[Gta04-owner] Further 3.17 kernel development for GTA04
Dr. H. Nikolaus Schaller
hns at goldelico.com
Mon Nov 3 07:57:00 CET 2014
Am 03.11.2014 um 07:44 schrieb NeilBrown <neilb at suse.de>:
> On Mon, 3 Nov 2014 07:00:42 +0100 "Dr. H. Nikolaus Schaller"
> <hns at goldelico.com> wrote:
>
>> Hi,
>>
>> Am 02.11.2014 um 10:51 schrieb NeilBrown <neilb at suse.de>:
>>
>>>
>>> I've made some useful progress.
>>>
>>> Nearly all the things that I need regularly work. So I can make phone calls
>>> (on the GTA04a4, not on the a3),
>>
>> ah, did you solve the ALSA sound driver issues?
>
> What ALSA sound driver issues?
Proper device tree based Tri-State control for McBSP to switch between hardware and
software routing.
http://projects.goldelico.com/p/gta04-kernel/issues/587/
And, I had to disable something because I got kernel panics.
Which sound system did you use? ti,omap-twl4030 or goldelico,gta04-audio?
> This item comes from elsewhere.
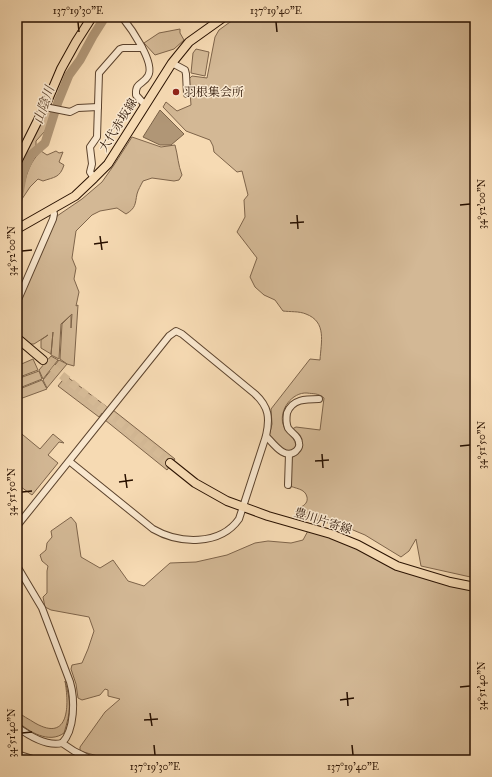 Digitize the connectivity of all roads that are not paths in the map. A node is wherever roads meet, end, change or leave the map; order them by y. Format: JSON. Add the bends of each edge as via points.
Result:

The first one should work out of the box and the second one fails.
>
>
>>
>>> use the wifi, charge the battery and
>>> monitor its status, and turn the GPS on/off using my new approach. There is
>>> no-longer an ‘rfkill' for GPS - opening /dev/ttyO1 does all that is needed.
>>
>> Hm. I am not happy that there is no rfkill. Well, someone commented that
>> GPS is not a transmitter, but Linux provides the rfkill gps switch (and we have
>> not introduced it). And, basically the antenna amplifier might transmit (if it runs
>> out of control) so it is safer in an airplane situation to be able to turn off the
>> LNA power explicitly. But keep gpsd and tangogps running. A user might
>> be just looking into local maps.
>
> It can be added back if it is really needed.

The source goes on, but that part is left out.